While the system was open I yanked out the disc drive and replaced it with a GDEmu. There was no soldering. There weren't even any cables for me to plug in the wrong way or accidentally eat. I just pressed the GDEmu into the slot. Then doubted myself for several minutes, because it seemed too easy.
Making this picture took four times as long as installing the GDEmu
GDEmu
I should explain what a GDEmu is. It's a wee lying bastard. Well, technically, it's a board that replaces your Dreamcast's loud and failure-prone disc drive. This mischevious little rascal tricks the console into thinking the GDEmu is a disc drive. Then, flaunting a complete lack of morality, it convinces your Dreamcast that all the files on an inserted SD card are game discs.
Once you've installed the GDEmu you just need to set up your game library using SD Card Maker. If all goes well and you check the "Menu" button in SD Card Maker you should see something like this when you turn on your Dreamcast:
Now you have a silent Dreamcast loaded with every game worth playing. And about thirty other games not worth playing for even a moment.
We all know the obvious stuff worth checking out. Power Stone. Jet Grind Radio. The absurdly large library of 2D arcade fighting games. That part in Sonic Adventure where a whale flies out of the water, and only that part.

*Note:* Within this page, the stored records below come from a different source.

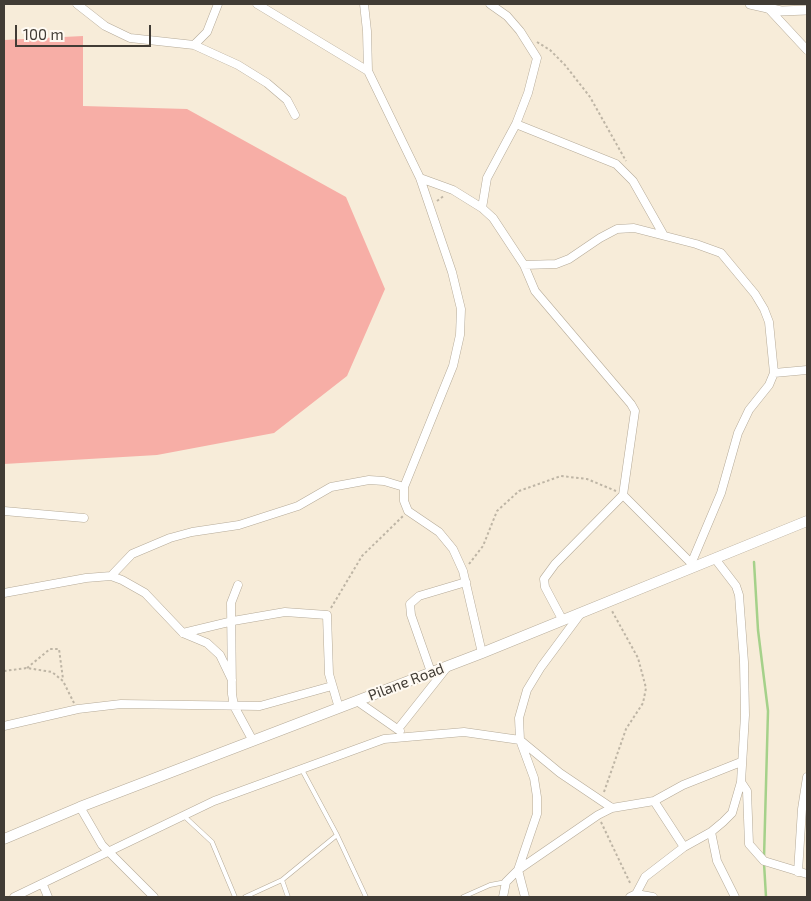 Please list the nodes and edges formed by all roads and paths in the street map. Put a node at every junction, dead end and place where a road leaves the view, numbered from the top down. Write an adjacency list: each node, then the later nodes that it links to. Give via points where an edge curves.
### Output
1 (77, 4): 11 (street, via 105,26 130,38)
2 (218, 4): 11 (street, via 207,32)
3 (258, 4): 13 (street)
4 (364, 4): 13 (street)
5 (490, 4): 15 (street, via 507,16 537,58)
6 (750, 4): 8 (street)
7 (781, 7): 8 (street); 9 (street)
8 (768, 8): 12 (street)
9 (807, 10)
10 (535, 41): 17 (path, via 560,60 590,97)
11 (194, 45): 14 (street, via 238,65 267,83 287,100)
12 (807, 50)
13 (368, 71): 16 (street)
14 (295, 114)
15 (516, 124): 17 (street, via 616,164); 20 (street, via 487,178)
16 (420, 178): 18 (street); 19 (street)
17 (634, 181): 21 (street)
18 (453, 190): 19 (path); 20 (street)
19 (428, 206): 25 (street, via 452,272 462,320 453,366)
20 (482, 208): 22 (street, via 493,218)
21 (663, 234): 22 (street, via 634,228 618,229 569,260 551,265); 24 (street, via 720,253 727,259 769,322)
22 (524, 265): 26 (street, via 535,291 635,411)
23 (807, 370): 24 (street)
24 (774, 373): 32 (street, via 769,386 749,410 738,434 722,493)
25 (404, 488): 27 (street); 34 (street, via 369,480 331,487 298,506 239,526 170,538 132,554)
26 (623, 495): 32 (street); 33 (path, via 588,479 562,476 518,491 497,511 483,546); 41 (street, via 544,579)
27 (408, 510): 33 (street, via 439,532 453,549); 40 (path, via 362,556)
28 (4, 511): 29 (street)
29 (84, 518)
30 (807, 522): 31 (main road, Pilane Road)
31 (716, 560): 32 (main road, Pilane Road); 61 (street, via 739,595 745,715)
32 (693, 565): 38 (main road, Pilane Road)
33 (463, 571): 35 (street)
34 (111, 576): 37 (street, via 44,584); 43 (street, via 145,593)
35 (466, 582): 44 (street); 48 (street, via 419,596 410,604)
36 (238, 585): 42 (street, via 231,604)
37 (4, 593)
38 (606, 601): 39 (main road, Pilane Road); 65 (path, via 638,658 646,688 643,703 626,729)
39 (582, 611): 41 (main road, Pilane Road); 59 (street, via 527,690 519,718)
40 (327, 615): 42 (street, via 285,612); 51 (street, via 327,654)
41 (562, 619): 44 (main road, Pilane Road)
42 (233, 620): 43 (street); 49 (street)
43 (183, 633): 49 (street, via 207,643 220,655)
44 (482, 653): 45 (main road, Pilane Road)
45 (448, 666): 48 (main road, Pilane Road); 57 (street)
46 (27, 668): 47 (path); 50 (path, via 52,672); 50 (path, via 50,649 59,649)
47 (4, 671)
48 (431, 672): 52 (main road, Pilane Road)
49 (232, 680): 53 (street)
50 (63, 681): 55 (path)
51 (332, 686): 53 (street, via 272,704); 54 (street)
52 (357, 701): 54 (main road, Pilane Road); 57 (street)
53 (234, 706): 55 (street, via 140,703); 60 (street)
54 (339, 708): 60 (main road, Pilane Road)
55 (78, 709): 56 (street)
56 (4, 726)
57 (398, 729): 58 (street)
58 (407, 736): 59 (street, via 464,732); 62 (street, via 384,739)
59 (520, 740): 65 (street, via 560,773); 76 (street, via 534,778 537,814)
60 (253, 741): 67 (main road, Pilane Road)
61 (741, 762): 64 (street); 66 (street, via 683,785)
62 (301, 768): 70 (street); 72 (lane)
63 (807, 777): 77 (street)
64 (741, 782): 71 (street, via 732,813); 77 (street, via 747,791 749,844 764,861)
65 (601, 799): 68 (street)
66 (654, 802): 68 (street); 74 (street)
67 (80, 807): 73 (main road, Pilane Road); 75 (street)
68 (612, 808): 69 (street)
69 (598, 815): 76 (street); 82 (path)
70 (184, 816): 75 (street); 86 (lane, via 212,842)
71 (711, 832): 74 (street); 94 (street, via 717,861)
72 (338, 835): 79 (lane); 89 (lane)
73 (4, 839)
74 (684, 847): 82 (street, via 644,877)
75 (108, 851): 81 (street); 83 (street)
76 (518, 870): 80 (street); 92 (street)
77 (798, 872): 78 (street)
78 (807, 874)
79 (282, 880): 87 (lane); 88 (lane)
80 (506, 882): 90 (lane); 91 (street)
81 (43, 885): 84 (street); 85 (street)
82 (633, 895): 93 (street)
83 (151, 896)
84 (14, 897)
85 (48, 897)
86 (235, 897)
87 (245, 897)
88 (288, 897)
89 (366, 897)
90 (463, 897)
91 (504, 897)
92 (525, 897)
93 (653, 897)
94 (735, 897)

Let's talk about the oddballs. Did you know they ported Rainbow Six: Rogue Spear (the best Rainbow Six game) to the Dreamcast? How about Typing of the Dead? Japan-only games like Cosmic Smash - an Arkanoid-like in the form of futuristic 3D handball - and Cool Cool Toon - a rhythm game with an art style that LOVES colors more than you love anything - and Super Puzzle Fighter 2 X?

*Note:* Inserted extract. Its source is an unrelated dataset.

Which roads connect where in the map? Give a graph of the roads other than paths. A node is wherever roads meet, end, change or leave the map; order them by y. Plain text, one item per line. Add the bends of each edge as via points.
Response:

For a system that didn't last all that long, the Dreamcast has a surprisingly varied library. Which is to say that you should mostly play Power Stone.
My Setup
The Dreamcast always supported VGA output, which was great if you had a tv with a VGA port. I did not back in 1999. My experience with the system was via component cables on an ancient Zenith. Most of the system's games had arcadey visual designs and high framerates so everything still looked pretty great, but I missed out on the full experience.
Now it's 2019 and... my tv doesn't have a VGA port. As luck would have it Retro Gaming Cables just released their Dreamcast SCART cables a few months ago. These support full 480p RGB video and stereo sound on a perfectly clean signal. What does all that mean?

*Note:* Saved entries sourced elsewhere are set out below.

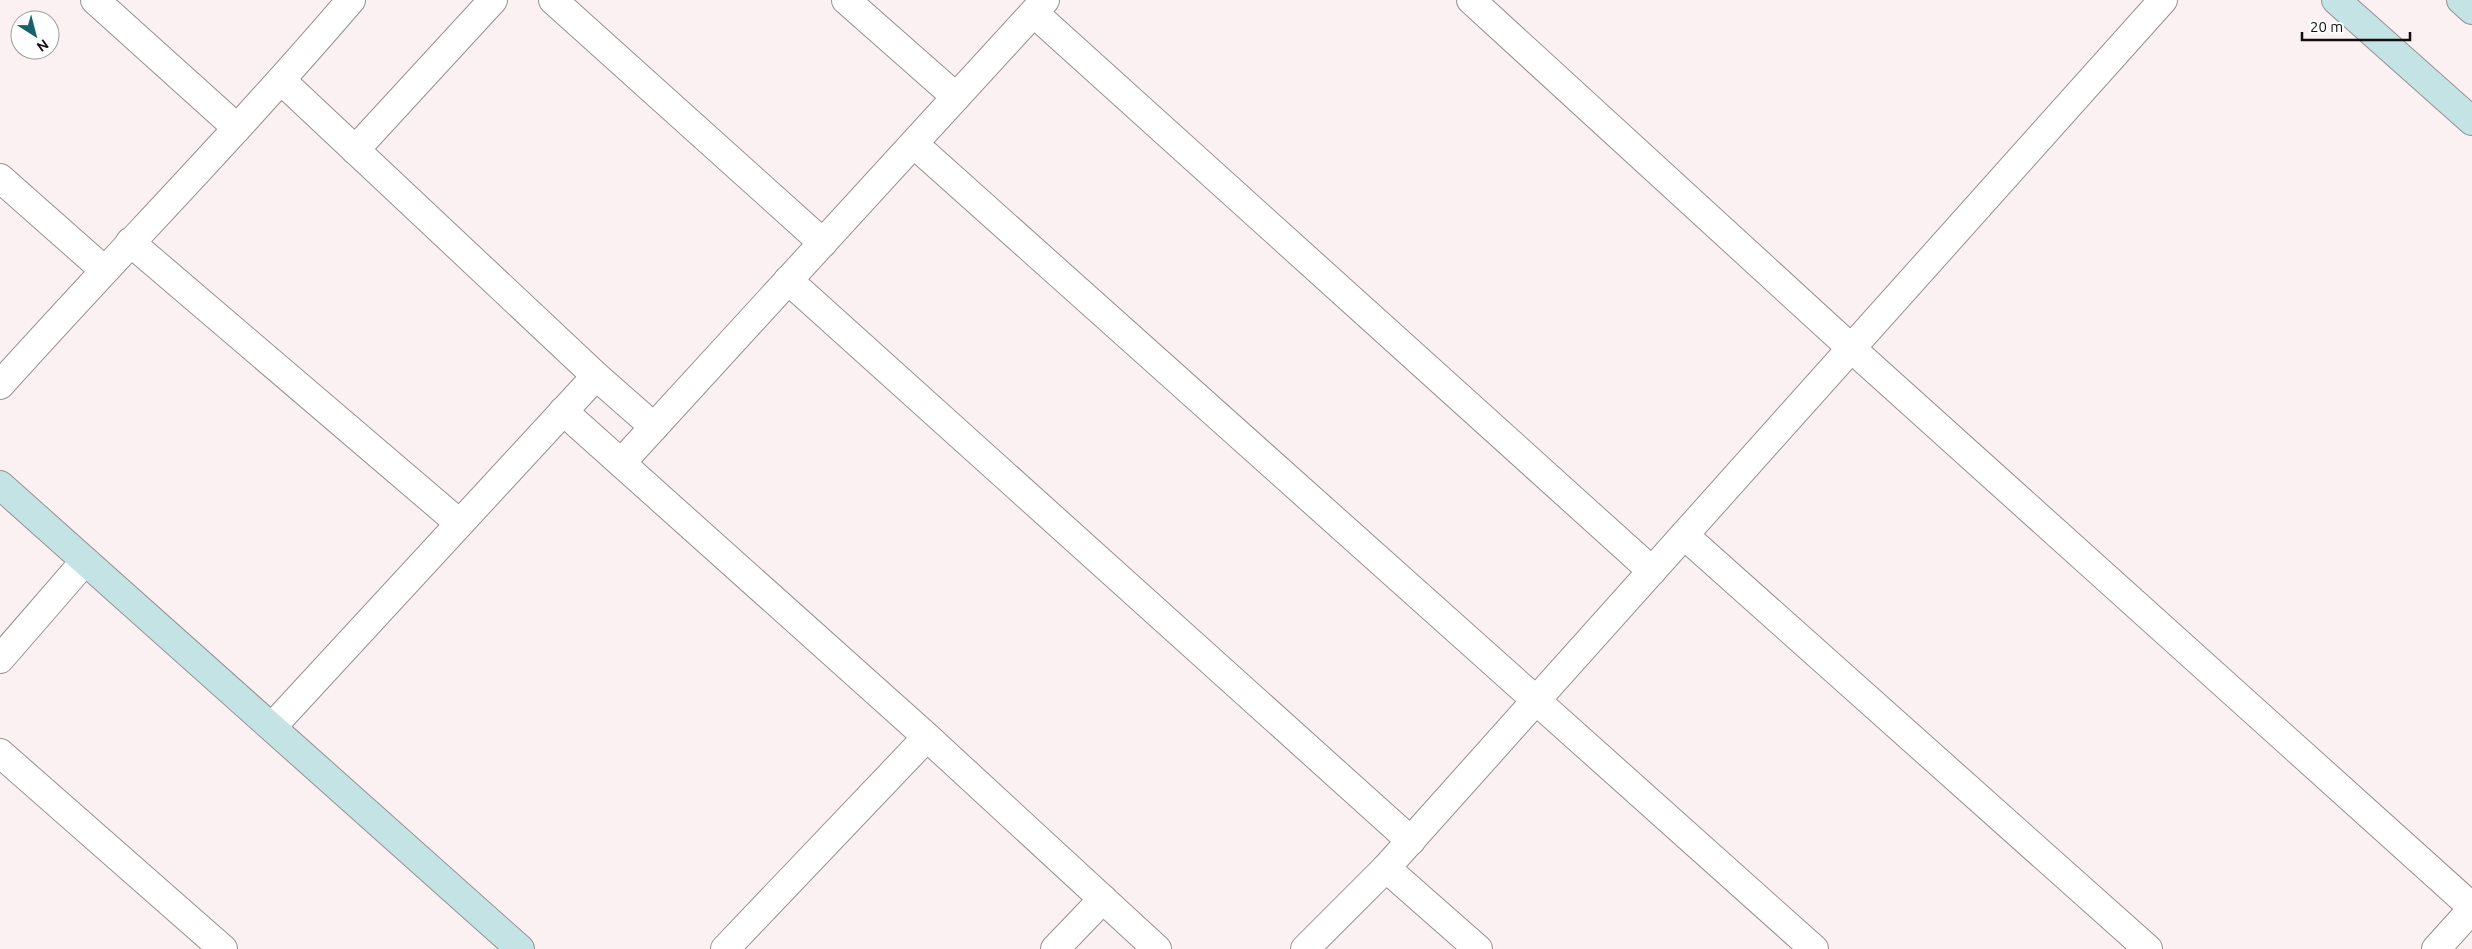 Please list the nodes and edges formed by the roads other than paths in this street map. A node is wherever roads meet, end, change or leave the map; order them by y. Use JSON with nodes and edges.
{"nodes":[{"id":1,"x":96,"y":0,"type":"edge"},
{"id":2,"x":351,"y":0,"type":"edge"},
{"id":3,"x":553,"y":0,"type":"edge"},
{"id":4,"x":846,"y":0,"type":"edge"},
{"id":5,"x":1471,"y":0,"type":"edge"},
{"id":6,"x":2163,"y":0,"type":"edge"},
{"id":7,"x":2336,"y":0,"type":"edge"},
{"id":8,"x":2461,"y":0,"type":"edge"},
{"id":9,"x":485,"y":2,"type":"edge"},
{"id":10,"x":1039,"y":6,"type":"edge"},
{"id":11,"x":2472,"y":10,"type":"edge"},
{"id":12,"x":282,"y":81,"type":"junction"},
{"id":13,"x":956,"y":97,"type":"junction"},
{"id":14,"x":2472,"y":121,"type":"edge"},
{"id":15,"x":237,"y":128,"type":"junction"},
{"id":16,"x":914,"y":144,"type":"junction"},
{"id":17,"x":355,"y":150,"type":"junction"},
{"id":18,"x":0,"y":178,"type":"edge"},
{"id":19,"x":130,"y":242,"type":"junction"},
{"id":20,"x":823,"y":243,"type":"junction"},
{"id":21,"x":104,"y":270,"type":"junction"},
{"id":22,"x":788,"y":280,"type":"junction"},
{"id":23,"x":1851,"y":348,"type":"junction"},
{"id":24,"x":596,"y":376,"type":"junction"},
{"id":25,"x":0,"y":385,"type":"edge"},
{"id":26,"x":563,"y":412,"type":"junction"},
{"id":27,"x":654,"y":427,"type":"junction"},
{"id":28,"x":621,"y":463,"type":"junction"},
{"id":29,"x":0,"y":485,"type":"edge"},
{"id":30,"x":459,"y":524,"type":"junction"},
{"id":31,"x":1684,"y":535,"type":"junction"},
{"id":32,"x":86,"y":561,"type":"junction"},
{"id":33,"x":1652,"y":570,"type":"junction"},
{"id":34,"x":0,"y":659,"type":"edge"},
{"id":35,"x":1537,"y":699,"type":"junction"},
{"id":36,"x":272,"y":727,"type":"junction"},
{"id":37,"x":927,"y":737,"type":"junction"},
{"id":38,"x":0,"y":753,"type":"edge"},
{"id":39,"x":1411,"y":841,"type":"junction"},
{"id":40,"x":1386,"y":868,"type":"junction"},
{"id":41,"x":1103,"y":899,"type":"junction"},
{"id":42,"x":2472,"y":908,"type":"edge"},
{"id":43,"x":223,"y":949,"type":"edge"},
{"id":44,"x":520,"y":949,"type":"edge"},
{"id":45,"x":725,"y":949,"type":"edge"},
{"id":46,"x":1055,"y":949,"type":"edge"},
{"id":47,"x":1157,"y":949,"type":"edge"},
{"id":48,"x":1305,"y":949,"type":"edge"},
{"id":49,"x":1478,"y":949,"type":"edge"},
{"id":50,"x":1814,"y":949,"type":"edge"},
{"id":51,"x":2148,"y":949,"type":"edge"},
{"id":52,"x":2436,"y":949,"type":"edge"}],
"edges":[{"from":1,"to":15,"type":"street"},
{"from":2,"to":12,"type":"street"},
{"from":3,"to":20,"type":"street"},
{"from":4,"to":13,"type":"street"},
{"from":5,"to":23,"type":"street"},
{"from":6,"to":23,"type":"street"},
{"from":7,"to":14,"type":"street"},
{"from":8,"to":11,"type":"street"},
{"from":9,"to":17,"type":"street"},
{"from":10,"to":13,"type":"street"},
{"from":10,"to":33,"type":"street"},
{"from":12,"to":15,"type":"street"},
{"from":12,"to":17,"type":"street"},
{"from":13,"to":16,"type":"street"},
{"from":15,"to":19,"type":"street"},
{"from":16,"to":20,"type":"street"},
{"from":16,"to":35,"type":"street"},
{"from":17,"to":24,"type":"street"},
{"from":18,"to":21,"type":"street"},
{"from":19,"to":21,"type":"street"},
{"from":19,"to":30,"type":"street"},
{"from":20,"to":22,"type":"street"},
{"from":21,"to":25,"type":"street"},
{"from":22,"to":27,"type":"street"},
{"from":22,"to":39,"type":"street"},
{"from":23,"to":31,"type":"street"},
{"from":23,"to":42,"type":"street"},
{"from":24,"to":26,"type":"street"},
{"from":24,"to":27,"type":"street"},
{"from":26,"to":28,"type":"street"},
{"from":26,"to":30,"type":"street"},
{"from":27,"to":28,"type":"street"},
{"from":28,"to":37,"type":"street"},
{"from":29,"to":32,"type":"street"},
{"from":30,"to":36,"type":"street"},
{"from":31,"to":33,"type":"street"},
{"from":31,"to":51,"type":"street"},
{"from":32,"to":34,"type":"street"},
{"from":32,"to":36,"type":"street"},
{"from":33,"to":35,"type":"street"},
{"from":35,"to":39,"type":"street"},
{"from":35,"to":50,"type":"street"},
{"from":36,"to":44,"type":"street"},
{"from":37,"to":41,"type":"street"},
{"from":37,"to":45,"type":"street"},
{"from":38,"to":43,"type":"street"},
{"from":39,"to":40,"type":"street"},
{"from":40,"to":48,"type":"street"},
{"from":40,"to":49,"type":"street"},
{"from":41,"to":46,"type":"street"},
{"from":41,"to":47,"type":"street"},
{"from":42,"to":52,"type":"street"}]}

I'm running the SCART cable into my Open Source Scan Converter. By upscaling the image perfectly and tweaking the scanlines - because scanlines are mandatory for pre-HDMI console games - the result is honestly astounding. It's like playing your idealized memory of an arcade game, but somehow sharper and more vibrant, with smoother motion.
My cell phone camera photo taken from the side of my screen perfectly conveys how great the Dreamcast looks and moves. It's true. All the big gaming sites' screenshots are done the same way.
Final Thoughts
The one thing I take away from my time with the Dreamcast is this: The VMU was definitely the coolest peripheral ever made.
It's a tiny (but chunky, which is good) Game Boy-ish thing that plugs into the controller and displays animations of questionable usefulness on its screen. It doesn't get better than that. But it does get better than that. It's also a memory card, and it comes in funky turn-of-the-century iMac colors.
Every system should have VMUs. They should look exactly the same, with the Dreamcast branding and everything. Just update the memory and give them e-ink displays. That's my dream. Cast. Aw hell, I almost got through this entire feature without doing that.
In the next installment of this series we'll cram an SSD into an original Xbox and have an excuse to revisit KOTOR 2. After that I'll play the Saturn for the first time in my life, using Professor Abrasive's long-awaited Satiator plug-in optical drive emulator.